Collected data entries
.....

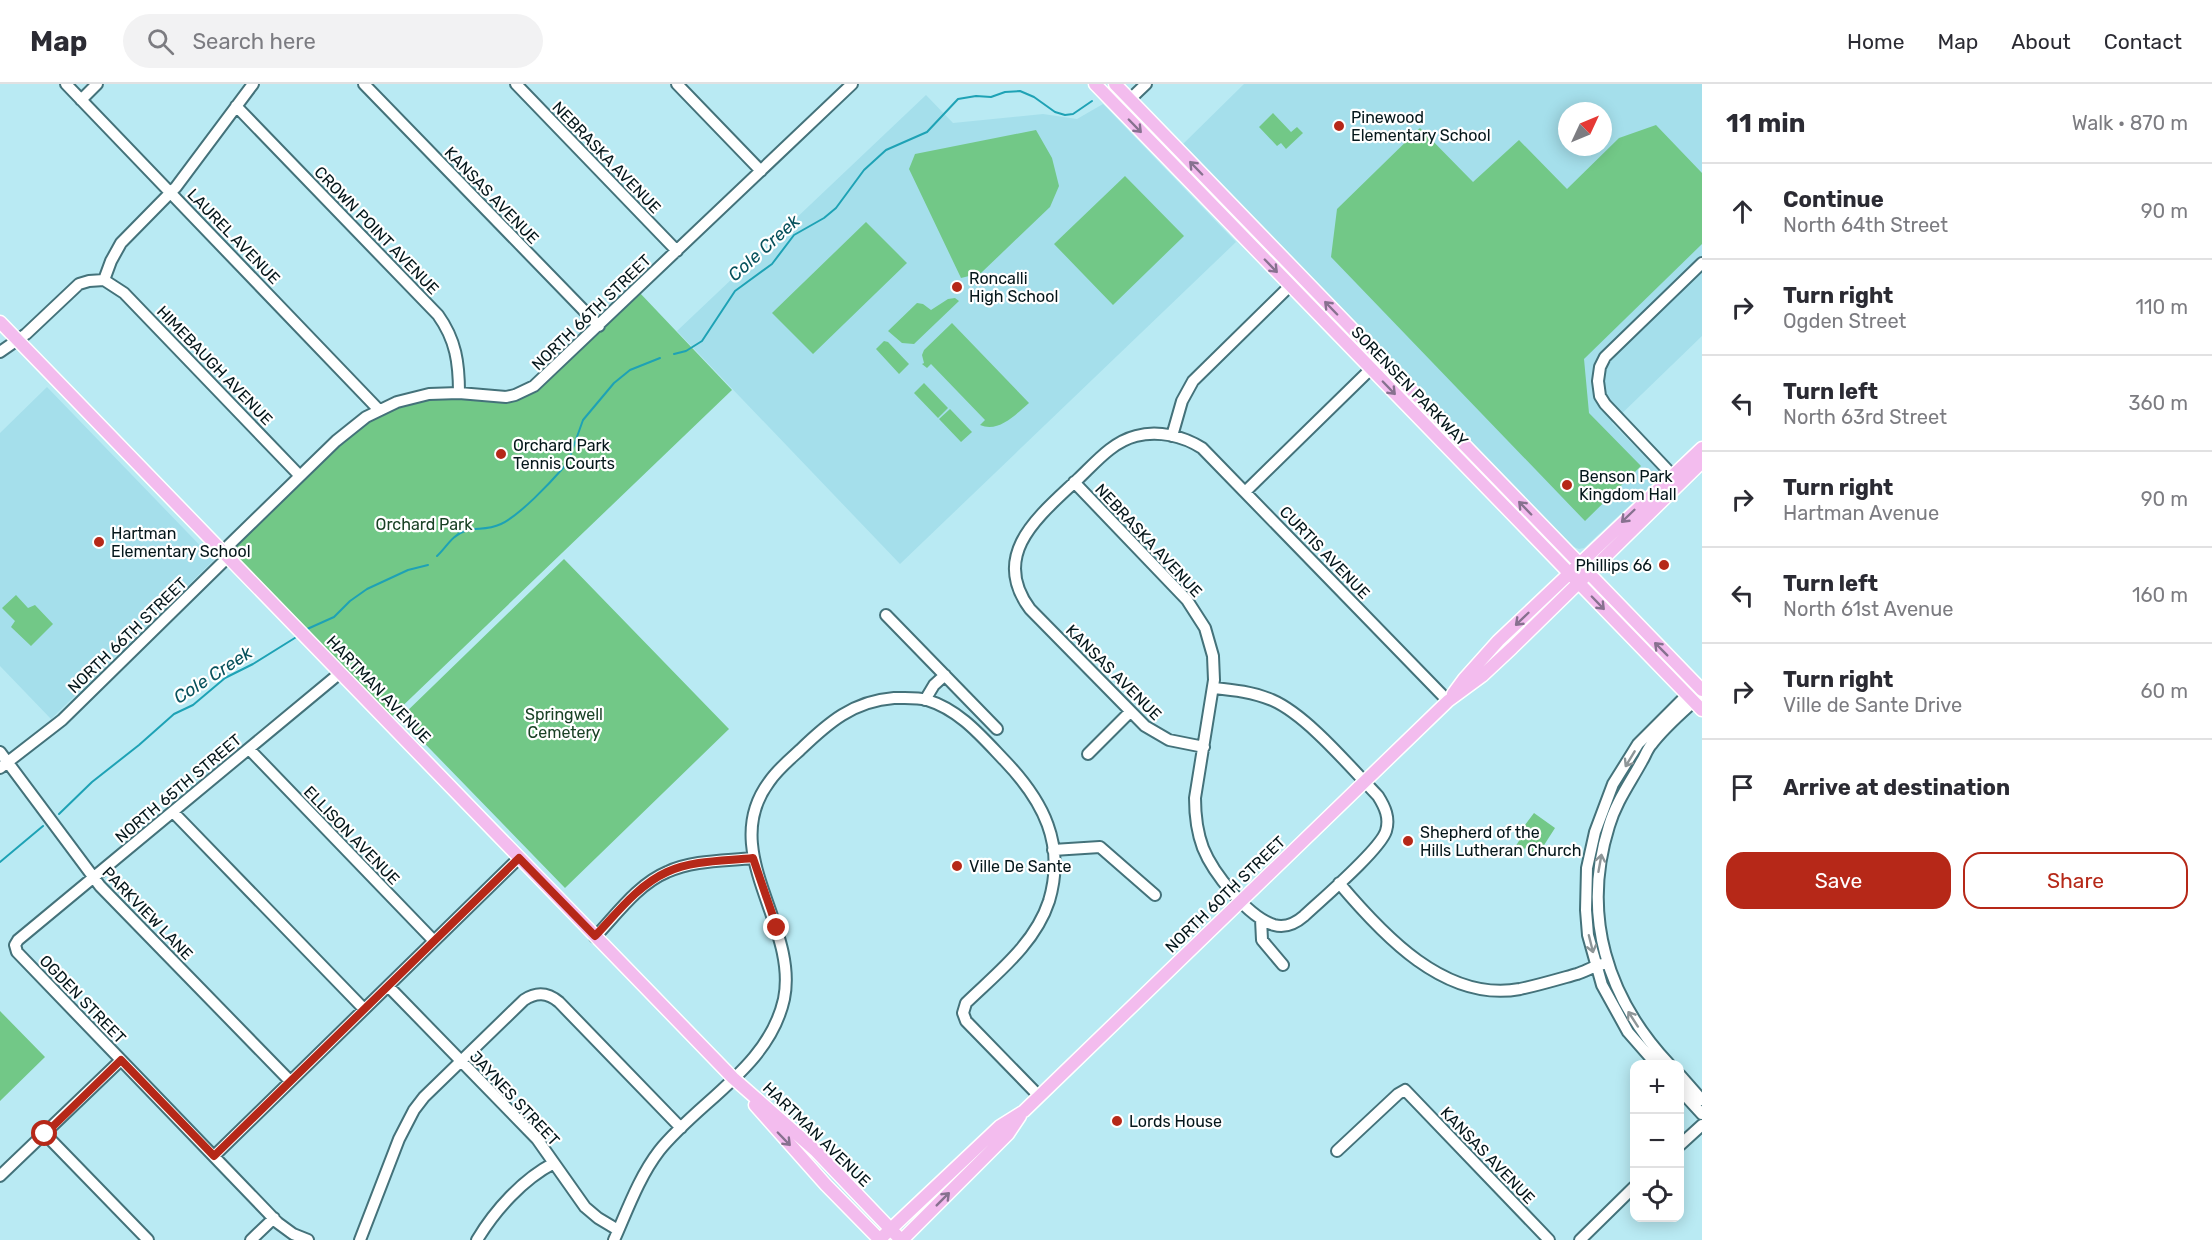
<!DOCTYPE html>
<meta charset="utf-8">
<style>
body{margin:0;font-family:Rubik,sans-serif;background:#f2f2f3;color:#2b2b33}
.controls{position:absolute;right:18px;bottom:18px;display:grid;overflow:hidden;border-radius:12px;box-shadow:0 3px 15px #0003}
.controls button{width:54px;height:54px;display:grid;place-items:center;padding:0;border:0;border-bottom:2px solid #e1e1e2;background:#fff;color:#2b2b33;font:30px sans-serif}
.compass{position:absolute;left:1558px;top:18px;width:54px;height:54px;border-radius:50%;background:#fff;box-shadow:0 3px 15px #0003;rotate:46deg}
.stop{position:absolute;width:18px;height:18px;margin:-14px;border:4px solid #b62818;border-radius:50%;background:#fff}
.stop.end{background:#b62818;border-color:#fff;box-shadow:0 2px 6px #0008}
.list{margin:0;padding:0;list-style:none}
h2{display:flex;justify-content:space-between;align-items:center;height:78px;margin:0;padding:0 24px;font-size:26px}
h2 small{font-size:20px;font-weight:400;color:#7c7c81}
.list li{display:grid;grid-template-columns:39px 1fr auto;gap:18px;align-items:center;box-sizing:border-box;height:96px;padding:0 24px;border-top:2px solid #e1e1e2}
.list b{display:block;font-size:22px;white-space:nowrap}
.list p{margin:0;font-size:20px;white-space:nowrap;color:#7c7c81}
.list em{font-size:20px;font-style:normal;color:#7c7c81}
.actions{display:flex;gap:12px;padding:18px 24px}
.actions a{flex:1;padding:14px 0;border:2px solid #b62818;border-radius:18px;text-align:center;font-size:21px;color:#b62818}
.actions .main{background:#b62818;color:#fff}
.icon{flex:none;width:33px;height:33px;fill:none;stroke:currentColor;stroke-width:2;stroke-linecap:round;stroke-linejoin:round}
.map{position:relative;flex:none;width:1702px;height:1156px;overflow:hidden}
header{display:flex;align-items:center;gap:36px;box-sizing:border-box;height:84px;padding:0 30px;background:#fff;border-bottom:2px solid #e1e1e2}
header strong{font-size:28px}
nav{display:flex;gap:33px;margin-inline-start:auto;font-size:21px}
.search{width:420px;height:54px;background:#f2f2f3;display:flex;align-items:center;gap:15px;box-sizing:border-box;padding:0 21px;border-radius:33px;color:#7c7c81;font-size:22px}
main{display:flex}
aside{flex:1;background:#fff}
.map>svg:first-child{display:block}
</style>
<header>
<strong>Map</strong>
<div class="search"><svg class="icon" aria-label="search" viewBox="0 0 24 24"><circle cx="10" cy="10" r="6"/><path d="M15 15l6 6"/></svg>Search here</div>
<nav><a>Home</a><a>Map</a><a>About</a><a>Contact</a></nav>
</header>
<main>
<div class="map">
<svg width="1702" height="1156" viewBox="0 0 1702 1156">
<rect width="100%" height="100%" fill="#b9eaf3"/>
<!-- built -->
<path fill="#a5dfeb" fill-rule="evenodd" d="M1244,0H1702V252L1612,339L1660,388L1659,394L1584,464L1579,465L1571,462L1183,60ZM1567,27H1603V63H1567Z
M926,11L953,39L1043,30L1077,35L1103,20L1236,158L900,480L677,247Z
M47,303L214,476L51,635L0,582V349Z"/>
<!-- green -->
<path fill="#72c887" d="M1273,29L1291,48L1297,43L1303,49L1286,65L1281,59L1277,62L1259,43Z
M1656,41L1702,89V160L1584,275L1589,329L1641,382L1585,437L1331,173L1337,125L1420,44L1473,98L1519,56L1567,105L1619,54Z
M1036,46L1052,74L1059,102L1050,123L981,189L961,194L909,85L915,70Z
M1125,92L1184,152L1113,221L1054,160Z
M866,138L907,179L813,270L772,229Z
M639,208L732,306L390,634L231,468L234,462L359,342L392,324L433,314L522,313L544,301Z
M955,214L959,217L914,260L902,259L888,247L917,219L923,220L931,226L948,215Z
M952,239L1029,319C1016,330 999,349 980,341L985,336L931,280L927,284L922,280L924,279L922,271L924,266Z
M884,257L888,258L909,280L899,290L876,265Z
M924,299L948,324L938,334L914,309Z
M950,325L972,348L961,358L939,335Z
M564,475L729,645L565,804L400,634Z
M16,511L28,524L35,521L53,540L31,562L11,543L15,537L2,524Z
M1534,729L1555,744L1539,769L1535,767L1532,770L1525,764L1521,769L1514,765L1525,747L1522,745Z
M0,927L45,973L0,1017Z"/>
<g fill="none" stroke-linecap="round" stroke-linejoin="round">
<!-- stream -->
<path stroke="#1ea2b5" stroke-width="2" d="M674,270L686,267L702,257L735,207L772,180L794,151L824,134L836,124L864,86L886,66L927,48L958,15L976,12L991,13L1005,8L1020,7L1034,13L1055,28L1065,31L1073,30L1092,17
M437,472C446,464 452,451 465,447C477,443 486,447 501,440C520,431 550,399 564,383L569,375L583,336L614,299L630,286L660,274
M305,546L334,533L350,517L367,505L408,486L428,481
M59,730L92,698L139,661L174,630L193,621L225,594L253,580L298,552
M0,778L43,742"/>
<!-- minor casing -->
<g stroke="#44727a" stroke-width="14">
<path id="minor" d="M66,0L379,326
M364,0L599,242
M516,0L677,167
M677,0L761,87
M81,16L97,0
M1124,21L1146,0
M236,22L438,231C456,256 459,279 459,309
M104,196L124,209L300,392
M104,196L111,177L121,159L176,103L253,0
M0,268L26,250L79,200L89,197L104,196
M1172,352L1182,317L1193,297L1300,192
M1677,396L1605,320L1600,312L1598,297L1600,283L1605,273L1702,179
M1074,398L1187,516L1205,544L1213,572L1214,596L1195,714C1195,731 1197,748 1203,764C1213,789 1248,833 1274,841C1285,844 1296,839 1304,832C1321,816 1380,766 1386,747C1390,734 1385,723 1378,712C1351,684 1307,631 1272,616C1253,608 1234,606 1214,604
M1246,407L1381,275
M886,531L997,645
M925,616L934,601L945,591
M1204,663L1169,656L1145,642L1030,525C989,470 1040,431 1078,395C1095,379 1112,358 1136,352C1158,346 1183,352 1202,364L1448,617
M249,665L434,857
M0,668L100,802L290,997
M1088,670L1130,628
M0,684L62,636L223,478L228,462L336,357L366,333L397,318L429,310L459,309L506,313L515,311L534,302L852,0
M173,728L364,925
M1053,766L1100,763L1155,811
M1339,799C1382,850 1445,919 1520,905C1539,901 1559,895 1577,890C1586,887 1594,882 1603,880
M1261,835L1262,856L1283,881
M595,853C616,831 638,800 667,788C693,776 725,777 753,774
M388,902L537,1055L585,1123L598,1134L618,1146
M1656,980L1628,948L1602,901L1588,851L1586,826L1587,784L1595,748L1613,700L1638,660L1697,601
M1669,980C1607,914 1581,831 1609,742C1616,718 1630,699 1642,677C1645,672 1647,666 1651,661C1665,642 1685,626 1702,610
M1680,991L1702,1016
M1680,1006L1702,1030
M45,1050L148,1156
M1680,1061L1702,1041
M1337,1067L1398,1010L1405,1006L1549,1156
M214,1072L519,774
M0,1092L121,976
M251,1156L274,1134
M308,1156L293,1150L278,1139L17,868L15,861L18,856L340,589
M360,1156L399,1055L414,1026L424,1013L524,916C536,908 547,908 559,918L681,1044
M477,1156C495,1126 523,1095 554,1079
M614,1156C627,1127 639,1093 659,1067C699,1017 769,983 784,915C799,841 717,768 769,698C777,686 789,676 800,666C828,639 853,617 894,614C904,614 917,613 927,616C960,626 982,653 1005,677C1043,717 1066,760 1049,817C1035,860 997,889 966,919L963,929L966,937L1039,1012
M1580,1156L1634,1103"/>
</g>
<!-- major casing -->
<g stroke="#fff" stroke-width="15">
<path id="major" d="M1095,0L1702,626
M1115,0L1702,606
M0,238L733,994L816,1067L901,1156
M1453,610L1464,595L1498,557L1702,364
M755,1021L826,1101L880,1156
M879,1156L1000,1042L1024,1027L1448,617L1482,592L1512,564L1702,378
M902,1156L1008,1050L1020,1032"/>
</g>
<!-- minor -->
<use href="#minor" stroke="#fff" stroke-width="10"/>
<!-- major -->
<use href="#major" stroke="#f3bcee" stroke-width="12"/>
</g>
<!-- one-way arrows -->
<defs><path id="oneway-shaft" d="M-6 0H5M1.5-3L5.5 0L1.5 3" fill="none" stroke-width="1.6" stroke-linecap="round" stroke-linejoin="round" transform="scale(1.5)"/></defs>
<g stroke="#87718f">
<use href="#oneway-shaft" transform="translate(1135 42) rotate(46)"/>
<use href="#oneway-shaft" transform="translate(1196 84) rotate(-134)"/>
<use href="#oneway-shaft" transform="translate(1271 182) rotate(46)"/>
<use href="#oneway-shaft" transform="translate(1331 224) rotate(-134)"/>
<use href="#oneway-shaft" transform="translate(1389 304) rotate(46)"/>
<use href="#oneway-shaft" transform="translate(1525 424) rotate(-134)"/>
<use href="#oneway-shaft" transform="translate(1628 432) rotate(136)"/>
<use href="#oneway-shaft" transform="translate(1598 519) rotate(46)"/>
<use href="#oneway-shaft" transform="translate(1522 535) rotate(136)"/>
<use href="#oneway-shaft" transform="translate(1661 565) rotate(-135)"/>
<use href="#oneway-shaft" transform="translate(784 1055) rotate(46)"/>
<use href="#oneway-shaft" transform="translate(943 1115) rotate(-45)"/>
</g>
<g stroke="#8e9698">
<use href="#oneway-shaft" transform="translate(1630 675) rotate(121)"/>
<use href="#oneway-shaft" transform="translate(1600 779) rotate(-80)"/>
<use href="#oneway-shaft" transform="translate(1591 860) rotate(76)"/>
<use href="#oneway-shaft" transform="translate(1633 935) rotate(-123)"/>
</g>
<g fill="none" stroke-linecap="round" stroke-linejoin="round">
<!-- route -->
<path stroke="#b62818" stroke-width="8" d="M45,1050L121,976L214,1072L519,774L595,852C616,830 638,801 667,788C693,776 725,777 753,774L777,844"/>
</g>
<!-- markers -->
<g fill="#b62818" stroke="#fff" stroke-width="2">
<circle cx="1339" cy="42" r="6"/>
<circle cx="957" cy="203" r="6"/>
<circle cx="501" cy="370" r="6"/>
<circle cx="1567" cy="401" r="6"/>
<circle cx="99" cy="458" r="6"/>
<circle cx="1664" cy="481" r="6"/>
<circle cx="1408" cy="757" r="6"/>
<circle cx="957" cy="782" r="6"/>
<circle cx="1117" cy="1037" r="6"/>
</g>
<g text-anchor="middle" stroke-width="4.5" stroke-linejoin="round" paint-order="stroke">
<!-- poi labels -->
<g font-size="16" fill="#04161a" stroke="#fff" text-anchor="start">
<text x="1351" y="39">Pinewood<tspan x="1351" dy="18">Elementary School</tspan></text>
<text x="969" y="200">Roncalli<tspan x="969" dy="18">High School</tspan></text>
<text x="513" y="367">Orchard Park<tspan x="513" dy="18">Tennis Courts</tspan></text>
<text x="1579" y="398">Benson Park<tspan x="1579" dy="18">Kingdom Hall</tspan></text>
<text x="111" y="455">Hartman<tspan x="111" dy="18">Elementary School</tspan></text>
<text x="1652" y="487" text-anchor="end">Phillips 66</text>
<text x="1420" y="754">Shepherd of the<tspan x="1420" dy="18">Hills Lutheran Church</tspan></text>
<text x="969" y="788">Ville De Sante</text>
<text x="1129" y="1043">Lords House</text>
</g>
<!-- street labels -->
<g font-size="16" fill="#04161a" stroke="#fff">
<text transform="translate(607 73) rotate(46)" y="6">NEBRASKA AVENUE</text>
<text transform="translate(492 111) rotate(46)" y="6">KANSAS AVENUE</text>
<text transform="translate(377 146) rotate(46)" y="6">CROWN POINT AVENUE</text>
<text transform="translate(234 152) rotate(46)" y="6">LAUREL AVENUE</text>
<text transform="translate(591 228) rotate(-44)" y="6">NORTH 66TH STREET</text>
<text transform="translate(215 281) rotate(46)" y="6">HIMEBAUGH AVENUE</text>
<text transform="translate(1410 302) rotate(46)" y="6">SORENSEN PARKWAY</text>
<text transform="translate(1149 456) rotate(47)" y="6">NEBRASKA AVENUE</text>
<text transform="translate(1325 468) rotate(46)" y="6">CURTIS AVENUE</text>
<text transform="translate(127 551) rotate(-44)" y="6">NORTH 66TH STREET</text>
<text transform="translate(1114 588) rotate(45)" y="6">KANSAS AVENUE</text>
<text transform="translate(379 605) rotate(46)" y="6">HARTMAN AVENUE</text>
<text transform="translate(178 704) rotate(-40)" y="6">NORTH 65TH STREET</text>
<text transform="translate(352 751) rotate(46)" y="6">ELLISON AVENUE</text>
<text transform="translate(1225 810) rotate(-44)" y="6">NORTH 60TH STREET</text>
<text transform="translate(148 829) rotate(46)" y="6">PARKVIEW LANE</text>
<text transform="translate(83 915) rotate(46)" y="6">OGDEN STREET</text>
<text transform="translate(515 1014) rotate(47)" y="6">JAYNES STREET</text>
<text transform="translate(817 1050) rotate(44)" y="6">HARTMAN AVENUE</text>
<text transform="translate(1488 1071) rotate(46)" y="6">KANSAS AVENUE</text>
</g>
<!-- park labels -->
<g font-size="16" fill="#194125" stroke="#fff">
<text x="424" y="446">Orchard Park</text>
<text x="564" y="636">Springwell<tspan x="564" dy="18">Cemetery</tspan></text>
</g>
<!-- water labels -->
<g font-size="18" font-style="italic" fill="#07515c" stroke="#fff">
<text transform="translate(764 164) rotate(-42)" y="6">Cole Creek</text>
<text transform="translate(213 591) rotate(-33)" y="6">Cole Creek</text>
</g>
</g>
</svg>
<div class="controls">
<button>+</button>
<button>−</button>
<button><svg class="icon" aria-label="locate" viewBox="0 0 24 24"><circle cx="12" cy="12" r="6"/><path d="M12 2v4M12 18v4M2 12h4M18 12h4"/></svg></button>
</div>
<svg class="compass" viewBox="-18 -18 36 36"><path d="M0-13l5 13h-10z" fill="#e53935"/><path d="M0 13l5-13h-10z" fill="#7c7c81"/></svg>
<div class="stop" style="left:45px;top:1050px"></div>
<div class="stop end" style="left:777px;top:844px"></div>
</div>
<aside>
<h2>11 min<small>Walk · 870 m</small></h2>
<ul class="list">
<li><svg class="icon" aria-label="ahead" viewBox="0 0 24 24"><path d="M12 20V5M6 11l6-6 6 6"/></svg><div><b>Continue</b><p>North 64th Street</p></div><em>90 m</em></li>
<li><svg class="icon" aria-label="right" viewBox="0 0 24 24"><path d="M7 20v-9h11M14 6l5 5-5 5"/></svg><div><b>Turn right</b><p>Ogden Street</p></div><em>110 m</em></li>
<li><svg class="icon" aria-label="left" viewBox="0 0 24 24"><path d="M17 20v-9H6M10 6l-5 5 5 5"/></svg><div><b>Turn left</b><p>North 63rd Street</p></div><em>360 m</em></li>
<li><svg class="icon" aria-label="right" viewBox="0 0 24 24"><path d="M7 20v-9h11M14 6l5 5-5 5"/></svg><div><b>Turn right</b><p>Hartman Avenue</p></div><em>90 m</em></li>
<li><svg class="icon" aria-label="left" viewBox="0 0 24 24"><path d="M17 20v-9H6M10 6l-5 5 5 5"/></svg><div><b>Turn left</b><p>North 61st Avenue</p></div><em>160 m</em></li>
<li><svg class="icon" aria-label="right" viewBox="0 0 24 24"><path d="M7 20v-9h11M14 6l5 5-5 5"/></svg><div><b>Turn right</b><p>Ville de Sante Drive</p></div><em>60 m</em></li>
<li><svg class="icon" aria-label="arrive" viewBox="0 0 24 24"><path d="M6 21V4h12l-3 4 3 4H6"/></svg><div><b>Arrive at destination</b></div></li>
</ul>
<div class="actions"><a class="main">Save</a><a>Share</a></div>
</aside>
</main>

.....

- WHAT YOU HAVE TO DO -
Lines that include the word "absolute" are to be extracted from the data above.

- WRITTEN RESPONSE -
.controls{position:absolute;right:18px;bottom:18px;display:grid;overflow:hidden;border-radius:12px;box-shadow:0 3px 15px #0003}
.compass{position:absolute;left:1558px;top:18px;width:54px;height:54px;border-radius:50%;background:#fff;box-shadow:0 3px 15px #0003;rotate:46deg}
.stop{position:absolute;width:18px;height:18px;margin:-14px;border:4px solid #b62818;border-radius:50%;background:#fff}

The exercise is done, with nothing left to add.